Exercise requirements:
Search the material below for the string "note" and list each line that holds it.

Provided material:

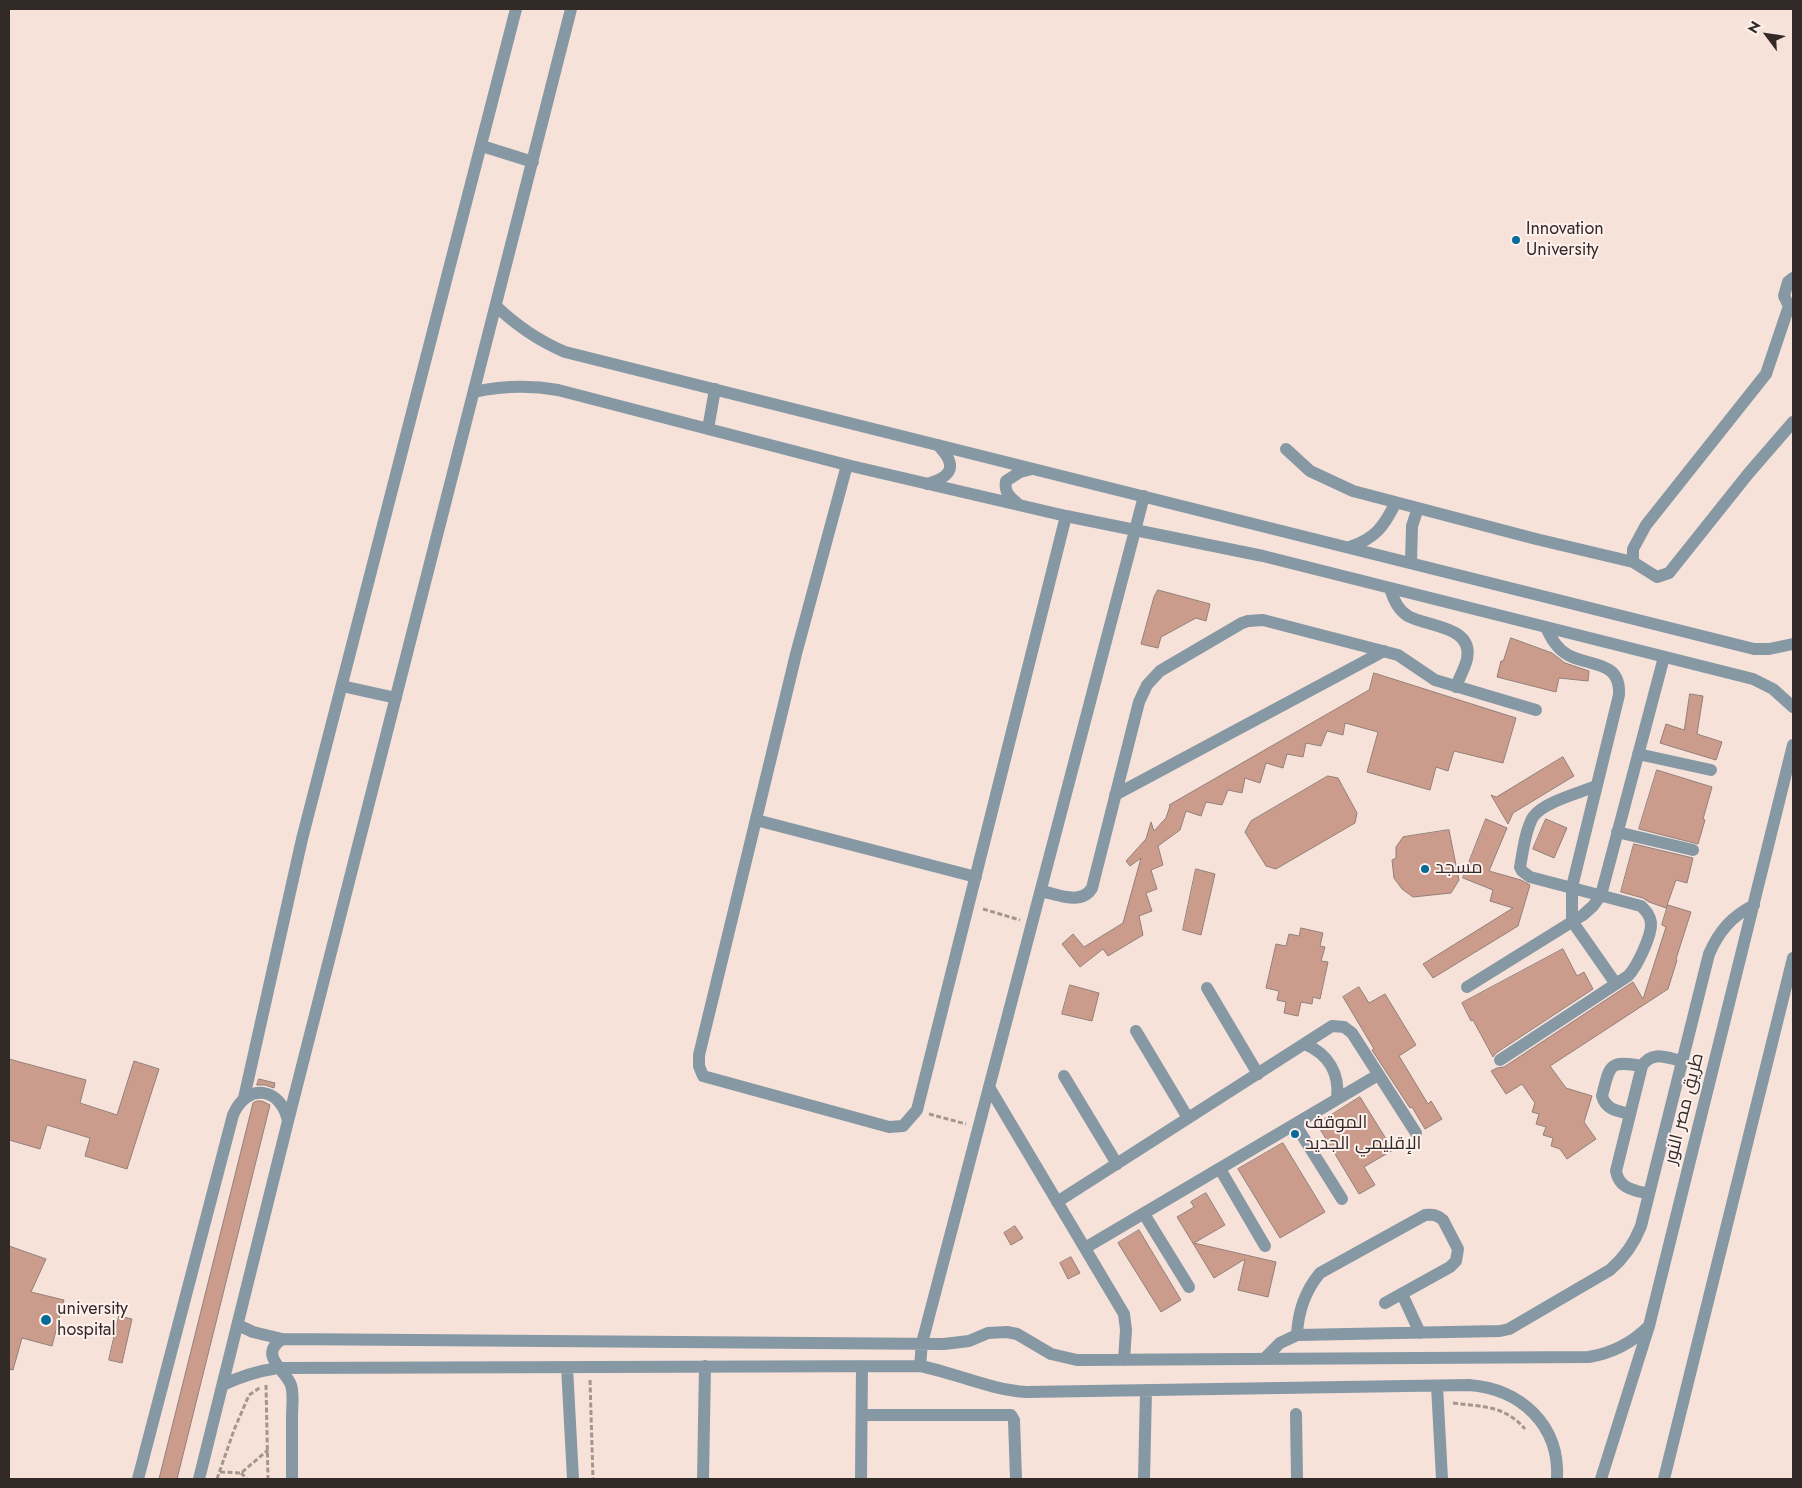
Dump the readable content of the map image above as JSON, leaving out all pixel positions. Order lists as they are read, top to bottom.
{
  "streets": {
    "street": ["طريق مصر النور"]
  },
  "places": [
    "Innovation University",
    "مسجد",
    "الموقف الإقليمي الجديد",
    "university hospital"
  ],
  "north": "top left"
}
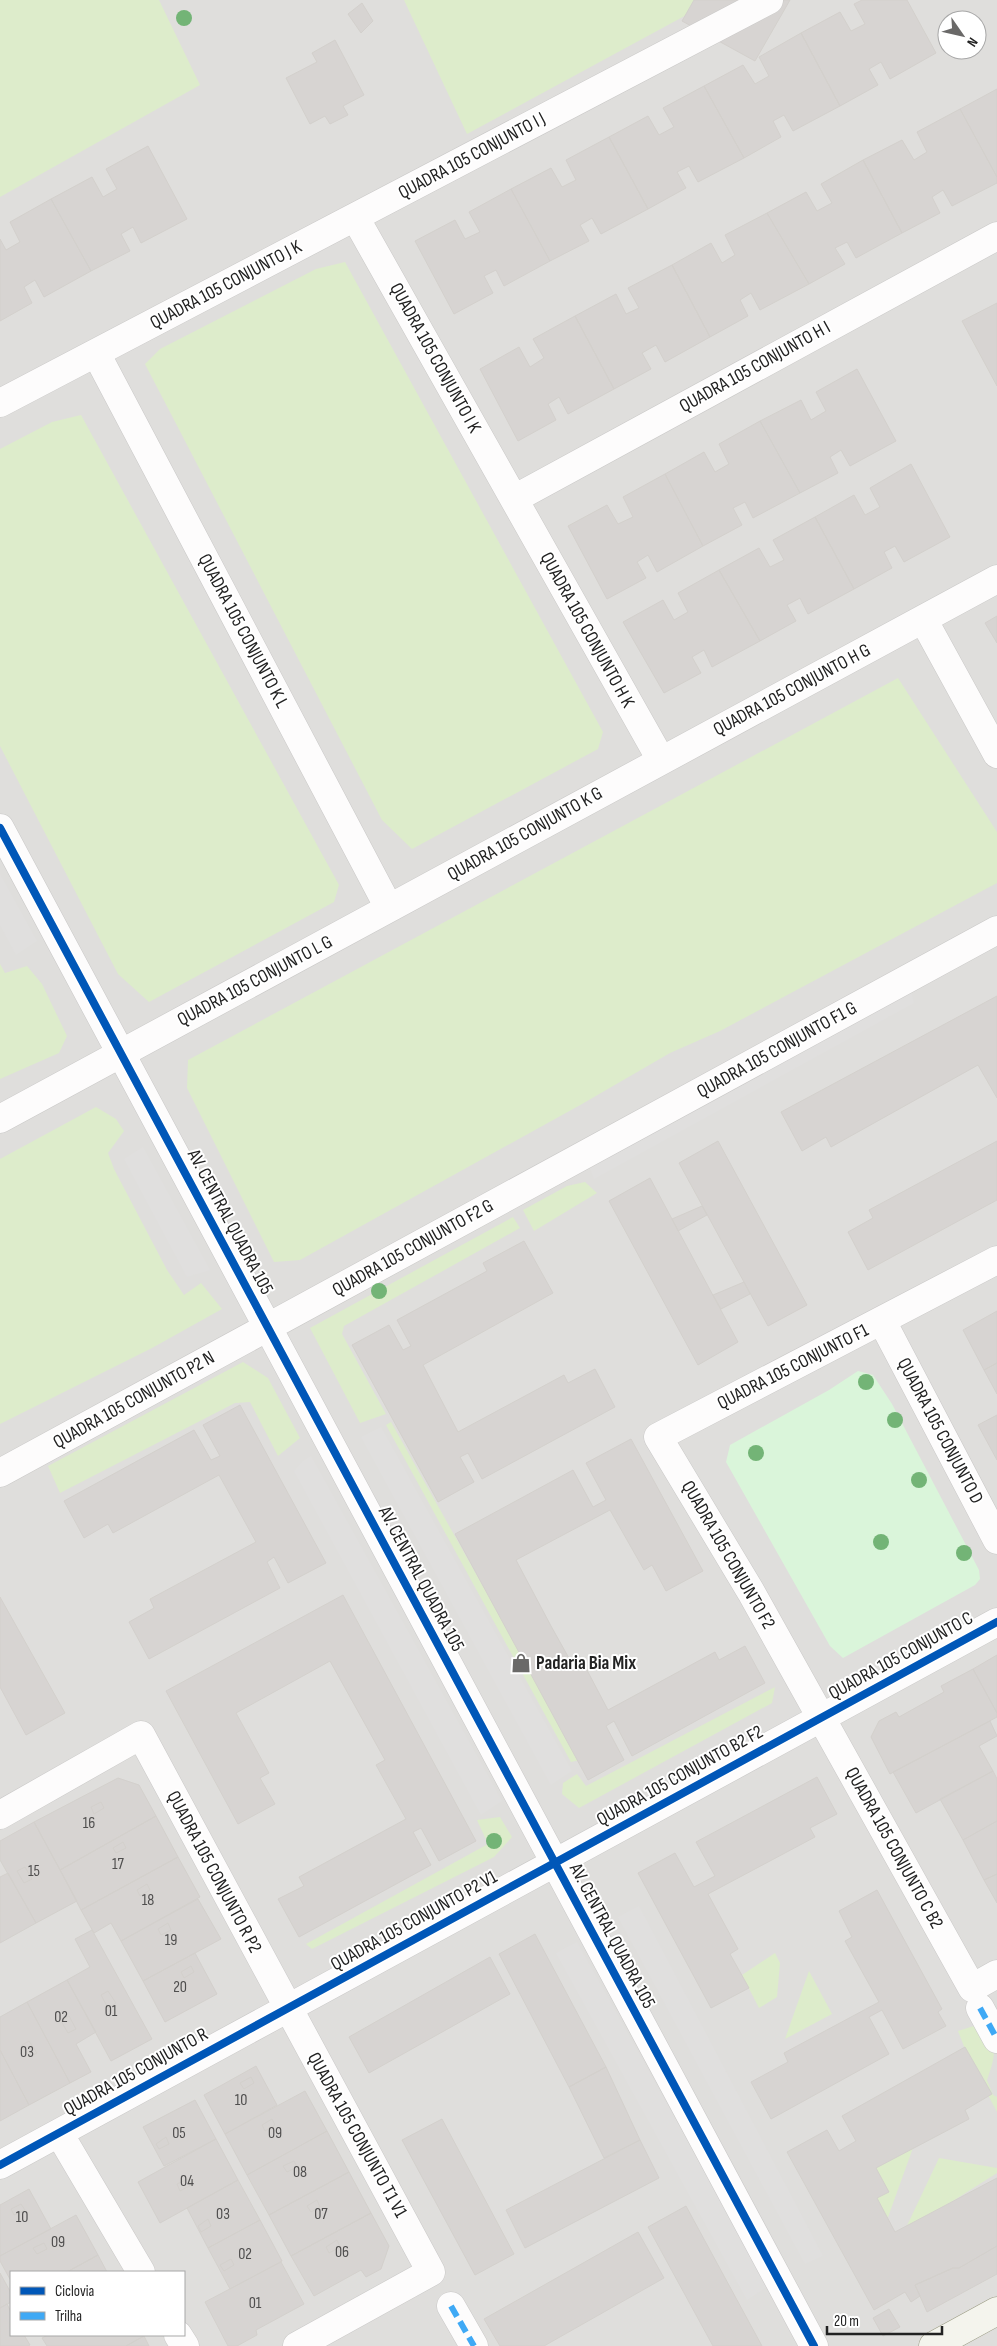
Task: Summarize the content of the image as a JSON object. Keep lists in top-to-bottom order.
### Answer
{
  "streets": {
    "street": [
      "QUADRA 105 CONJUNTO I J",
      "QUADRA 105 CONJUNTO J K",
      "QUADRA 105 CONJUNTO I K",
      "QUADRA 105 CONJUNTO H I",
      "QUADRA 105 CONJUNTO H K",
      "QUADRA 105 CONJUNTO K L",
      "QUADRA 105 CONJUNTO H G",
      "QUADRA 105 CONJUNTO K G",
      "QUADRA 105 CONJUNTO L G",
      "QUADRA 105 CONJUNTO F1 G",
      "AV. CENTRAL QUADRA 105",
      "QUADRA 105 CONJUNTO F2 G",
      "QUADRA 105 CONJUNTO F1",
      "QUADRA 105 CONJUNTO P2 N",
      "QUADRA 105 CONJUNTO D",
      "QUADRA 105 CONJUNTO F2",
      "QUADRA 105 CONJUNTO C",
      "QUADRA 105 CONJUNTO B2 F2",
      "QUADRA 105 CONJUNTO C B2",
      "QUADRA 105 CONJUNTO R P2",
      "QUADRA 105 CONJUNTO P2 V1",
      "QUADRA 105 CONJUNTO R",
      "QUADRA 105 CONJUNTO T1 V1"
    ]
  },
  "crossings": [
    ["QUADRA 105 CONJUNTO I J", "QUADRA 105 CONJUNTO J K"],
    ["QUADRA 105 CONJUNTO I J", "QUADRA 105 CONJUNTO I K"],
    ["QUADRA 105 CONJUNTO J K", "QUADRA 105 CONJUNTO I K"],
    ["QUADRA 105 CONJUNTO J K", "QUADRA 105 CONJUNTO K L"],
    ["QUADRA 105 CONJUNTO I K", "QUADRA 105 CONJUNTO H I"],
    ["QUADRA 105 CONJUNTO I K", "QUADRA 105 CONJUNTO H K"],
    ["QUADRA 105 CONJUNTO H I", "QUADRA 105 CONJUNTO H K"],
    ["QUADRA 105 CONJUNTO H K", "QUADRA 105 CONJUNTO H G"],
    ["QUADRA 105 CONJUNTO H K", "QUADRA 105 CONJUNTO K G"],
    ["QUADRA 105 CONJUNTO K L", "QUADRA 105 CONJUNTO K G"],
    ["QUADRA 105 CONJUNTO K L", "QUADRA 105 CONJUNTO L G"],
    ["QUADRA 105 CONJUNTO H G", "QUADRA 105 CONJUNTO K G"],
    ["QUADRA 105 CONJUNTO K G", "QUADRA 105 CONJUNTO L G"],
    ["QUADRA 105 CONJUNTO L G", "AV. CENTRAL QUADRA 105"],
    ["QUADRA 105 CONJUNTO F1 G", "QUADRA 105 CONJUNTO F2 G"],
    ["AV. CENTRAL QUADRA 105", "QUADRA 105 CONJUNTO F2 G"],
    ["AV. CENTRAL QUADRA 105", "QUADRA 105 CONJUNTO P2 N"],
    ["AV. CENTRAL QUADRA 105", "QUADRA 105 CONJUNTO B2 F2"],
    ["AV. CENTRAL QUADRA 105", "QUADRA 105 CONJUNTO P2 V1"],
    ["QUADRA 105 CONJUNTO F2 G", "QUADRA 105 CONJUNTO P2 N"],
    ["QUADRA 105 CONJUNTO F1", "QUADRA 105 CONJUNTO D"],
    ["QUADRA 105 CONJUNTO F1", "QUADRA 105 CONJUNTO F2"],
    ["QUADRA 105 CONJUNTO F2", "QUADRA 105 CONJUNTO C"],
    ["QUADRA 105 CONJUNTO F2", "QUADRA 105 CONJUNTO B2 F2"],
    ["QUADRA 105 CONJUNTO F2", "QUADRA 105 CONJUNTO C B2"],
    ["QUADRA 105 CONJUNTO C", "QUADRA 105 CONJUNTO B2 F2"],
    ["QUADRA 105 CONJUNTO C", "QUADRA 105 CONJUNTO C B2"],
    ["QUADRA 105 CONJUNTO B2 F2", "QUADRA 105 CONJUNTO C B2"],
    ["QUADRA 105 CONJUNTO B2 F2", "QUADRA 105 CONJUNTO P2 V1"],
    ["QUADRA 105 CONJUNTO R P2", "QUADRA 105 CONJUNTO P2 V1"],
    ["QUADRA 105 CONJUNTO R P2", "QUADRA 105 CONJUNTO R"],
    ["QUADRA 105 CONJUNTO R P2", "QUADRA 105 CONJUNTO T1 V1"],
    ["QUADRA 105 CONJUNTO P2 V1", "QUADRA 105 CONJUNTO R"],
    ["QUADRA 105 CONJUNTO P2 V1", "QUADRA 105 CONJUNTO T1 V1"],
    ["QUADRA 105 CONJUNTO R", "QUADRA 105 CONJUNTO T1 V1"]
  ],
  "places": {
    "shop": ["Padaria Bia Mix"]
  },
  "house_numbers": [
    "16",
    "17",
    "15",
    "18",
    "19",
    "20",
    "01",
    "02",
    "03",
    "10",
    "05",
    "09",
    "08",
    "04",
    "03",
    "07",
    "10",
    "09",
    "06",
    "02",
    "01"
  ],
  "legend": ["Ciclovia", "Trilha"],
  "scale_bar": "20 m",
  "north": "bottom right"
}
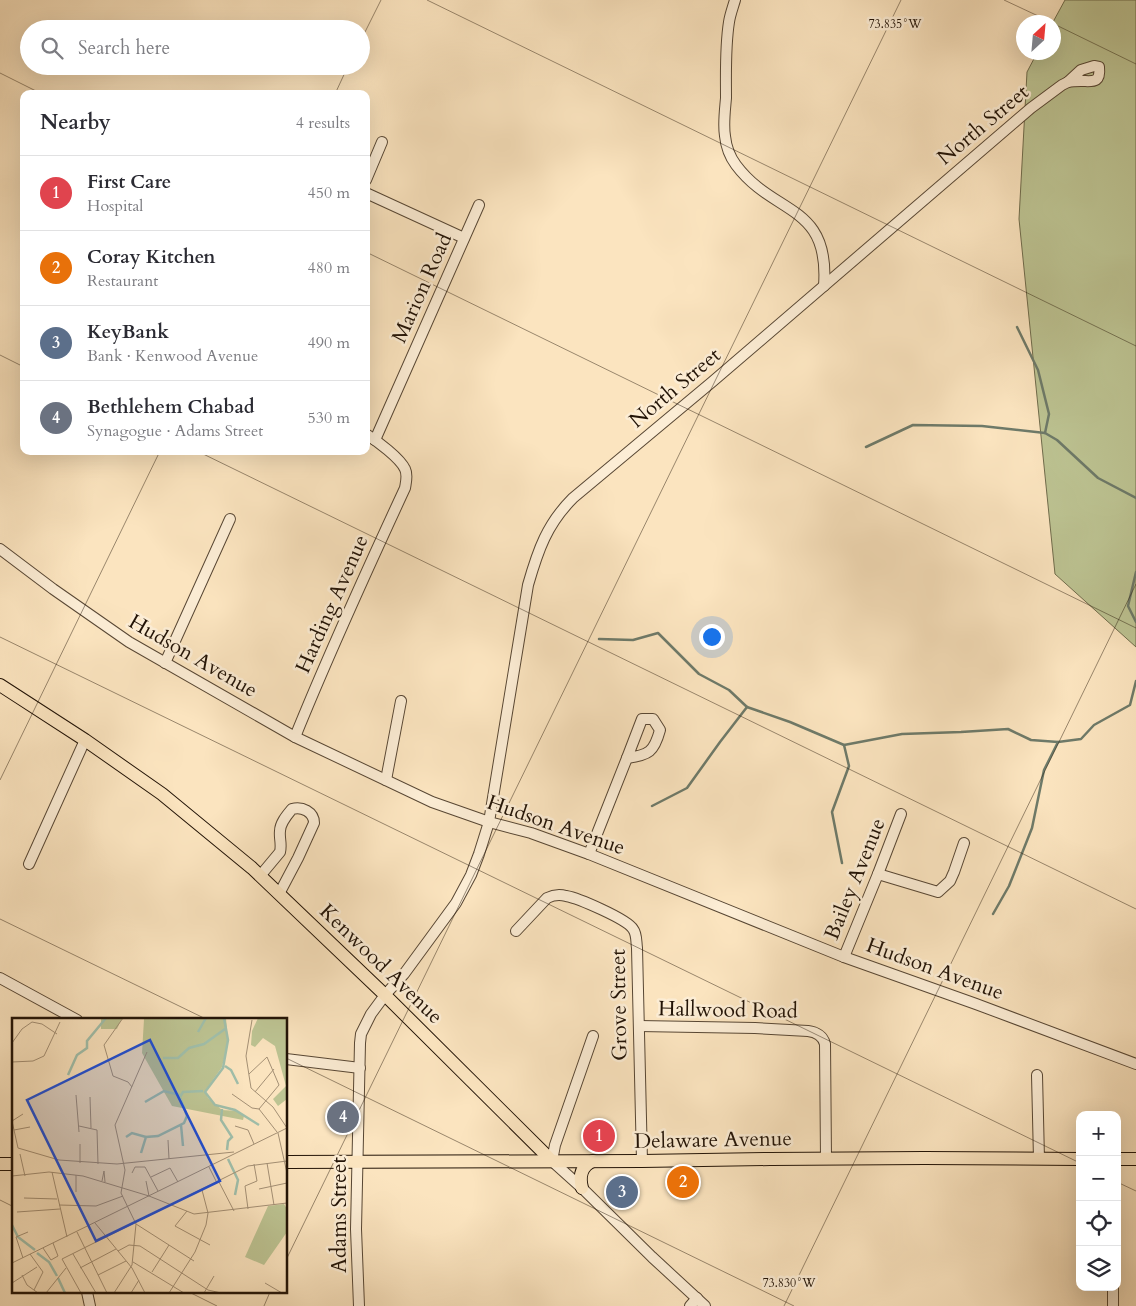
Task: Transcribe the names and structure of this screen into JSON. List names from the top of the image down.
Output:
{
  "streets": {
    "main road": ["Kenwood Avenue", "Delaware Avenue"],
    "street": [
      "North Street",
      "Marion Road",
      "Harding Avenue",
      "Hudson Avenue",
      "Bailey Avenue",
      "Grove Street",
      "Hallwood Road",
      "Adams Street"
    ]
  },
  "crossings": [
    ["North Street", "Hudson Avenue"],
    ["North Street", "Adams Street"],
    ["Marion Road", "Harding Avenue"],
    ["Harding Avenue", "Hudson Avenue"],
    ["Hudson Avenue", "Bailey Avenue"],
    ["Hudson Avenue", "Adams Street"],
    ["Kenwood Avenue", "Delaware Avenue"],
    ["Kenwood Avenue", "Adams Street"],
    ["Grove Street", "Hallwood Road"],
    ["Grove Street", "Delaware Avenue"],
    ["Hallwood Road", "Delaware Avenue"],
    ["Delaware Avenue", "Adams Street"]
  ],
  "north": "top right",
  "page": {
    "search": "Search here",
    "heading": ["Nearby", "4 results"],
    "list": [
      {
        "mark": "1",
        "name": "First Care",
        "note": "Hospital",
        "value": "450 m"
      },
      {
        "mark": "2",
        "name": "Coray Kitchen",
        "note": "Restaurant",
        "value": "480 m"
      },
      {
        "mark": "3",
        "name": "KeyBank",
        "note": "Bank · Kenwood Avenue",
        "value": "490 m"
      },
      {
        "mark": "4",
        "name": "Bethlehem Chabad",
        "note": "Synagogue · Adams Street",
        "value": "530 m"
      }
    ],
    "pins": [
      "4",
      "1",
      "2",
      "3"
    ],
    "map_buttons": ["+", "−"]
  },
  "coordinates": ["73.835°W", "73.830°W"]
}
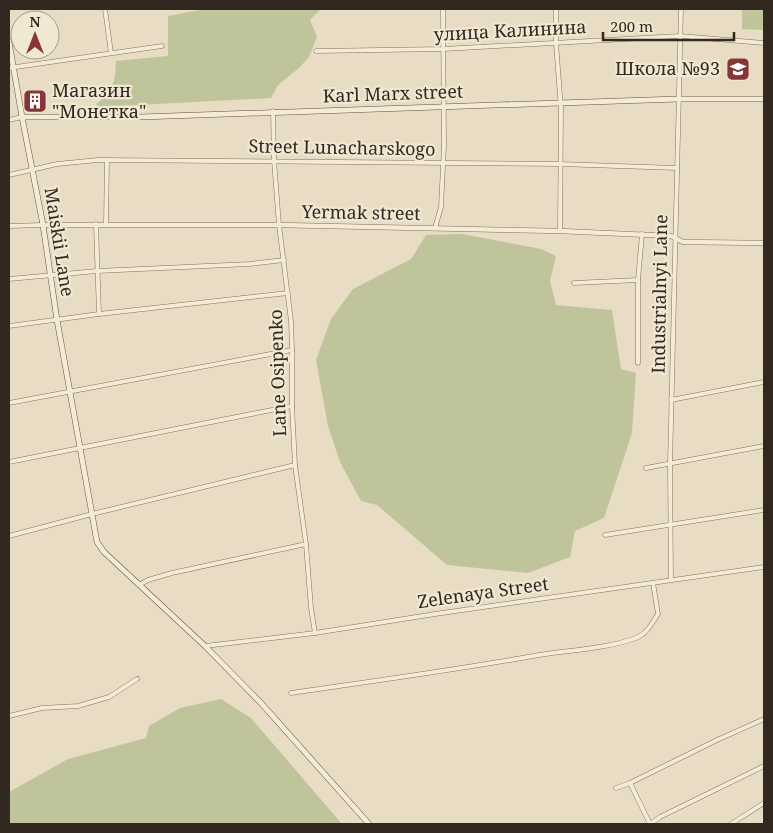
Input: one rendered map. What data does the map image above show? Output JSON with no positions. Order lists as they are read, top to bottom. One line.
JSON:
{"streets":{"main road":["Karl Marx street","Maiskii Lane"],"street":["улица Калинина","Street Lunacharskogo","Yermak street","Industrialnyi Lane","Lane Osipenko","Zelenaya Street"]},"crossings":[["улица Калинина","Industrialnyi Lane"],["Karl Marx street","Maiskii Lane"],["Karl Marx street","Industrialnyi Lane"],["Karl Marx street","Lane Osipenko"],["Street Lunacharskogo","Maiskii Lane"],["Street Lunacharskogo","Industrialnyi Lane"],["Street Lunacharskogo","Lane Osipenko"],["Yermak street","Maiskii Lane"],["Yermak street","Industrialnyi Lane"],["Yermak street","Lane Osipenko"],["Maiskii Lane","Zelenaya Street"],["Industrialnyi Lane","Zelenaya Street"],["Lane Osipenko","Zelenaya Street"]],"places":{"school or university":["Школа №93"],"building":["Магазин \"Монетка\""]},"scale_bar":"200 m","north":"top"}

Result of the exercise:
        "note": "Hospital",
        "note": "Restaurant",
        "note": "Bank · Kenwood Avenue",
        "note": "Synagogue · Adams Street",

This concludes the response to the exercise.